** Data follows **

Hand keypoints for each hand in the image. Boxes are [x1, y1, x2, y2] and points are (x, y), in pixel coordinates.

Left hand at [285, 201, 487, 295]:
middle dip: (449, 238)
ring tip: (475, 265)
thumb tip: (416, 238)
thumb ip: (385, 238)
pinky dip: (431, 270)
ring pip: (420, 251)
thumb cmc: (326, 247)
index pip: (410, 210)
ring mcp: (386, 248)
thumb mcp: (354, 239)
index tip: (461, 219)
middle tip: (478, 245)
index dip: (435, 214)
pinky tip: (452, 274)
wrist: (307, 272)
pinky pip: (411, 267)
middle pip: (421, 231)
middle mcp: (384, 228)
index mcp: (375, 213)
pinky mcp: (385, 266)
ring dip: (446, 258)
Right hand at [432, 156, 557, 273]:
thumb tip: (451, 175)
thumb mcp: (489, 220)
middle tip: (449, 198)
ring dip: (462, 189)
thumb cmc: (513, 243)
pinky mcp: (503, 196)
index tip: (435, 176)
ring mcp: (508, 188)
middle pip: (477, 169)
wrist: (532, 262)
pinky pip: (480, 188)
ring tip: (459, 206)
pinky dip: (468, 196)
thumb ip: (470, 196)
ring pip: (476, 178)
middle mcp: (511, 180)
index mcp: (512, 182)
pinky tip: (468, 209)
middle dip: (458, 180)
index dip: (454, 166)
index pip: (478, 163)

** End of Data **

About this exercise
Go through the records above and repeat each one exactly.

The answer
Hand keypoints for each hand in the image. Boxes are [x1, y1, x2, y2] and points are (x, y), in pixel coordinates.

Left hand at [285, 201, 487, 295]:
middle dip: (449, 238)
ring tip: (475, 265)
thumb tip: (416, 238)
thumb ip: (385, 238)
pinky dip: (431, 270)
ring pip: (420, 251)
thumb cmc: (326, 247)
index pip: (410, 210)
ring mcp: (386, 248)
thumb mcp: (354, 239)
index tip: (461, 219)
middle tip: (478, 245)
index dip: (435, 214)
pinky tip: (452, 274)
wrist: (307, 272)
pinky pip: (411, 267)
middle pip: (421, 231)
middle mcp: (384, 228)
index mcp: (375, 213)
pinky mcp: (385, 266)
ring dip: (446, 258)
Right hand at [432, 156, 557, 273]:
thumb tip: (451, 175)
thumb mcp: (489, 220)
middle tip: (449, 198)
ring dip: (462, 189)
thumb cmc: (513, 243)
pinky mcp: (503, 196)
index tip: (435, 176)
ring mcp: (508, 188)
middle pip: (477, 169)
wrist: (532, 262)
pinky pip: (480, 188)
ring tip: (459, 206)
pinky dip: (468, 196)
thumb ip: (470, 196)
ring pip: (476, 178)
middle mcp: (511, 180)
index mcp: (512, 182)
pinky tip: (468, 209)
middle dip: (458, 180)
index dip: (454, 166)
index pip: (478, 163)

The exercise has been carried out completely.